■ Extracted entries
=== Section Start ===

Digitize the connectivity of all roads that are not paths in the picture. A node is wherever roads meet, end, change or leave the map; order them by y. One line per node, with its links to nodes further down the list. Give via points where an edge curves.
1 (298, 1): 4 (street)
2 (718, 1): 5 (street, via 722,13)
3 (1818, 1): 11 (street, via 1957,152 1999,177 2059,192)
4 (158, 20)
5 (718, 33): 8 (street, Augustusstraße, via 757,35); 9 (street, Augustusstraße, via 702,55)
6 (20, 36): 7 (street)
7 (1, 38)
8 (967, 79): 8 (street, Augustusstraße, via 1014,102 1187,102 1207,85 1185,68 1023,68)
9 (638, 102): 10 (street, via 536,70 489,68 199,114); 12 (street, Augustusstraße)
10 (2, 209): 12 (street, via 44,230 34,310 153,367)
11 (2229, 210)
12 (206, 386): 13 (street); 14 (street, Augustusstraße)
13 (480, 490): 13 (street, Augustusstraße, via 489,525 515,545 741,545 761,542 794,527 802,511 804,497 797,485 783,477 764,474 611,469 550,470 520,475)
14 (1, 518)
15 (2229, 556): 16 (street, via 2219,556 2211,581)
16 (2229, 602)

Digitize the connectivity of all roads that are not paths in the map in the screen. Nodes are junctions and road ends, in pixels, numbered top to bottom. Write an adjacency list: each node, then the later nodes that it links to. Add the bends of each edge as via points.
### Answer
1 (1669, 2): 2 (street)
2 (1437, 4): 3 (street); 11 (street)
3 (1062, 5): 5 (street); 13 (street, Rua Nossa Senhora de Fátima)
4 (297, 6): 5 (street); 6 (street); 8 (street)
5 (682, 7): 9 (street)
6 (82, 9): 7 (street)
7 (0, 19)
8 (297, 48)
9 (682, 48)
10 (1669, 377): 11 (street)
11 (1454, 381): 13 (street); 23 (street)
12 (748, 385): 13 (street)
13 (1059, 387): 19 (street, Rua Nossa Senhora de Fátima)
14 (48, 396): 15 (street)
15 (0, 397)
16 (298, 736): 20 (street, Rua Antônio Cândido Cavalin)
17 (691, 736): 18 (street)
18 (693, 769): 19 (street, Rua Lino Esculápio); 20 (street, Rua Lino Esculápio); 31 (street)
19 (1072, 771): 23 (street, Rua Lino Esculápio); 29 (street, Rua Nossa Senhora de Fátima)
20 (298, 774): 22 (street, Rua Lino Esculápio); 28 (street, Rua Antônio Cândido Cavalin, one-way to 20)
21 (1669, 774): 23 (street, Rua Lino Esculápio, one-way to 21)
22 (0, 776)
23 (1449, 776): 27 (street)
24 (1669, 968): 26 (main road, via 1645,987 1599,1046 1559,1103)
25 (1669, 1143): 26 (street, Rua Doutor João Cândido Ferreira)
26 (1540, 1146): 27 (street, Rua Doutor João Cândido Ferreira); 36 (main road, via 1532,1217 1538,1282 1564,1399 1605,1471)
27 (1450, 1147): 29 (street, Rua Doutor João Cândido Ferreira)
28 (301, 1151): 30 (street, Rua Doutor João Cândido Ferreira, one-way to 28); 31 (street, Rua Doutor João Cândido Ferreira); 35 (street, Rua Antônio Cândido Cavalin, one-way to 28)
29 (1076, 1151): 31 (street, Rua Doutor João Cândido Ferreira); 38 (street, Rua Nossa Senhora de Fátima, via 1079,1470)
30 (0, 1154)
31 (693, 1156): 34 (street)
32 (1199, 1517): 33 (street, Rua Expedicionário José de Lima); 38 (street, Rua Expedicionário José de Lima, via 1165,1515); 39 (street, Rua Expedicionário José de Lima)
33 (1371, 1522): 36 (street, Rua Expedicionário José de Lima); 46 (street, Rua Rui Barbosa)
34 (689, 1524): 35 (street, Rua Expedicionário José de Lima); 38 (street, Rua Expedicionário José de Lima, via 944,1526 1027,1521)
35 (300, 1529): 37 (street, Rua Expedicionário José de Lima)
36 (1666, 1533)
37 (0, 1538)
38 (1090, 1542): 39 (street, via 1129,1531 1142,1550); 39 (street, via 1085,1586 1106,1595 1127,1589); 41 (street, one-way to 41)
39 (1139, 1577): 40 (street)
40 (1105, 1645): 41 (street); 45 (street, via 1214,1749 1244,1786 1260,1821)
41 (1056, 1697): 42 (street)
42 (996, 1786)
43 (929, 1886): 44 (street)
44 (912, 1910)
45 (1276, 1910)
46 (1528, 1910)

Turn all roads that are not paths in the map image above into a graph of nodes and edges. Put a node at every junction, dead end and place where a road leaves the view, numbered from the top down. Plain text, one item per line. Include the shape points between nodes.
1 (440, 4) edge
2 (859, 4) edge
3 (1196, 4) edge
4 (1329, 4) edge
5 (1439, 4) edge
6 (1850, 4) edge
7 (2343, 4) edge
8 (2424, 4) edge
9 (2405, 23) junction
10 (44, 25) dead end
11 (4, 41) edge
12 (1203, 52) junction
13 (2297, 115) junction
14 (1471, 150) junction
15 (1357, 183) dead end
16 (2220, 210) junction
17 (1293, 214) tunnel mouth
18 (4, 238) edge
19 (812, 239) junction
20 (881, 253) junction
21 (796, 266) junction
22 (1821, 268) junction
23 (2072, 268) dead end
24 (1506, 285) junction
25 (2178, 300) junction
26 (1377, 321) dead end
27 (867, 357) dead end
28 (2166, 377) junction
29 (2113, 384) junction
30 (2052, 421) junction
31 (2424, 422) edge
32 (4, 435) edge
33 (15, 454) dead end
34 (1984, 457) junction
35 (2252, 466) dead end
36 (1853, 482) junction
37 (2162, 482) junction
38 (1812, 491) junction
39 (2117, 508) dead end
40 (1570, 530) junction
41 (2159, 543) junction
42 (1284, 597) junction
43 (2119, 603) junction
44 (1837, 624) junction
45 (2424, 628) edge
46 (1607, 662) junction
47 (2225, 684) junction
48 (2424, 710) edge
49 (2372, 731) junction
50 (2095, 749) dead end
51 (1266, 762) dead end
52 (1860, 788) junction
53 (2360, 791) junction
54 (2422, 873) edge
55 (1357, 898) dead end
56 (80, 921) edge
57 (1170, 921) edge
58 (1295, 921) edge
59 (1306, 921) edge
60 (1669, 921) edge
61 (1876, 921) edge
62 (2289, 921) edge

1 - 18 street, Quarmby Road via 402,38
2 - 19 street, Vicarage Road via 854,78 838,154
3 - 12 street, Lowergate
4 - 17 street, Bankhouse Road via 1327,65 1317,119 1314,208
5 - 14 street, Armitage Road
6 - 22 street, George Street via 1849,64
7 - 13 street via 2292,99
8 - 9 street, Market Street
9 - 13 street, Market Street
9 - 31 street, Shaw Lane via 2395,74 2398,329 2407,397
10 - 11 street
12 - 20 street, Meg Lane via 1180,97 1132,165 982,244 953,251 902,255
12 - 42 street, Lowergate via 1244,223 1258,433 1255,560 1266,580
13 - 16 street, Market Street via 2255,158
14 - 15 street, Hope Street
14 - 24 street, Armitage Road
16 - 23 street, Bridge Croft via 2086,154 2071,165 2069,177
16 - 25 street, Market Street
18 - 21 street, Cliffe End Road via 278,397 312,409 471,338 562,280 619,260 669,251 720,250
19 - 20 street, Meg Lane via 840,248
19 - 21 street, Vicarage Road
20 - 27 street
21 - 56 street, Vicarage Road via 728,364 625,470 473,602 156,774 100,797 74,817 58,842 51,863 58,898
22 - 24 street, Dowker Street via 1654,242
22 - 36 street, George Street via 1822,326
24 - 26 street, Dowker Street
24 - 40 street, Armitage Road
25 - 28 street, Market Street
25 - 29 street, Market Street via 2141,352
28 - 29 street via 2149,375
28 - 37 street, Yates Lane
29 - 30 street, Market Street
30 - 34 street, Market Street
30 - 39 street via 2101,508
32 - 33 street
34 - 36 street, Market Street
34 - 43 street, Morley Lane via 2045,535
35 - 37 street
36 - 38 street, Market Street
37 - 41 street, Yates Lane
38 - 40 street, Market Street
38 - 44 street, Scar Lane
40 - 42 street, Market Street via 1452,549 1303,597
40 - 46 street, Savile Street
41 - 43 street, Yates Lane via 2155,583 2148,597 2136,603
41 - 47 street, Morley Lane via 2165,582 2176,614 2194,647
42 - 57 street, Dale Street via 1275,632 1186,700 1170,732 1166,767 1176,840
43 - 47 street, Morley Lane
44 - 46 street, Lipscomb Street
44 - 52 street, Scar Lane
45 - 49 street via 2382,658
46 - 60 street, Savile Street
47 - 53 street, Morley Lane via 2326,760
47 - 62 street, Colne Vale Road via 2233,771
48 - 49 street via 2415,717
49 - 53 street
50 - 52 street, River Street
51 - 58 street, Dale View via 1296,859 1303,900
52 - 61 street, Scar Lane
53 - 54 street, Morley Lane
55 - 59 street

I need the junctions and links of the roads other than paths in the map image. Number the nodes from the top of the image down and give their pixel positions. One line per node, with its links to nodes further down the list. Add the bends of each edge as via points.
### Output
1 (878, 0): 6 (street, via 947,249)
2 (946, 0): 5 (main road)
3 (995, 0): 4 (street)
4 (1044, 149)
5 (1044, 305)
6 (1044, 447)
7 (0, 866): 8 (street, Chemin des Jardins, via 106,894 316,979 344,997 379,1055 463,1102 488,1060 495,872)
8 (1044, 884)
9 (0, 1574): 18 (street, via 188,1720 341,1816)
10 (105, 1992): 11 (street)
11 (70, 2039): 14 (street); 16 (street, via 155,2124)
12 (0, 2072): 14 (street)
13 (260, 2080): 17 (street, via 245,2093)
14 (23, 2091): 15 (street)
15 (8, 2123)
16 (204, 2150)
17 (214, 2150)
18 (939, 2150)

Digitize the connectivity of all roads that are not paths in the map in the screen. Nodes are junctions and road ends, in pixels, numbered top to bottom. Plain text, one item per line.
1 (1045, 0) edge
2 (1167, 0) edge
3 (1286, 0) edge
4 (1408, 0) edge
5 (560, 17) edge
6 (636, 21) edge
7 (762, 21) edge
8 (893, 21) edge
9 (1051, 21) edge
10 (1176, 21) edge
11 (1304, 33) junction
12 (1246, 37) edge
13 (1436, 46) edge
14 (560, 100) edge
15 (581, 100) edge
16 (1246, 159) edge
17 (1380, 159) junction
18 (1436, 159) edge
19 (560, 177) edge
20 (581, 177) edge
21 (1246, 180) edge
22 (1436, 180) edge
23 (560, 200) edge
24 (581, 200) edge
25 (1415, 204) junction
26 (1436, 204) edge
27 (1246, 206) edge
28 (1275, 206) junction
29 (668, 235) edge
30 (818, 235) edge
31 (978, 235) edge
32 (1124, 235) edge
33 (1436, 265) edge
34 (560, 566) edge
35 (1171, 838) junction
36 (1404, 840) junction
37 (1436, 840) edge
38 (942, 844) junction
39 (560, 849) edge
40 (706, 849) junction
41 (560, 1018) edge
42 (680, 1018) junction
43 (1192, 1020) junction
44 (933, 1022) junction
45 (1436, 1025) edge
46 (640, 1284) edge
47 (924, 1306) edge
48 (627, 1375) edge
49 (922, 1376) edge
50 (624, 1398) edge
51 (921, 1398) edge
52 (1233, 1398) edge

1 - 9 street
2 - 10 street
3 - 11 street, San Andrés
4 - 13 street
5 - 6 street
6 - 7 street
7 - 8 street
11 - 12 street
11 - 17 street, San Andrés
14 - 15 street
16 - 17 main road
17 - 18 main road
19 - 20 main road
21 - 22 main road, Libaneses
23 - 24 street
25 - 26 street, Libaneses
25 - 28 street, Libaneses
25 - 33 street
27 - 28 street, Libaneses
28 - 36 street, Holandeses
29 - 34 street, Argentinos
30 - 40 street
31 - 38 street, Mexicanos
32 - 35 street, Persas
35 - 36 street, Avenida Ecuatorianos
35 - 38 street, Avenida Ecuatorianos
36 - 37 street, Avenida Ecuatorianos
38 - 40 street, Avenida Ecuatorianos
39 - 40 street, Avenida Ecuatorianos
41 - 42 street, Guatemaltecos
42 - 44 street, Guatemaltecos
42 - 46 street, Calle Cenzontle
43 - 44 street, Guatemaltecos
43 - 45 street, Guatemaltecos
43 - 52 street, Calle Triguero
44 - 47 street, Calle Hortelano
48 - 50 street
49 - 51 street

=== Section End ===

■ Exercise goal
Go through the entries above and report every line in which the word "list" appears.

■ Task response
Digitize the connectivity of all roads that are not paths in the picture. A node is wherever roads meet, end, change or leave the map; order them by y. One line per node, with its links to nodes further down the list. Give via points where an edge curves.
Digitize the connectivity of all roads that are not paths in the map in the screen. Nodes are junctions and road ends, in pixels, numbered top to bottom. Write an adjacency list: each node, then the later nodes that it links to. Add the bends of each edge as via points.
I need the junctions and links of the roads other than paths in the map image. Number the nodes from the top of the image down and give their pixel positions. One line per node, with its links to nodes further down the list. Add the bends of each edge as via points.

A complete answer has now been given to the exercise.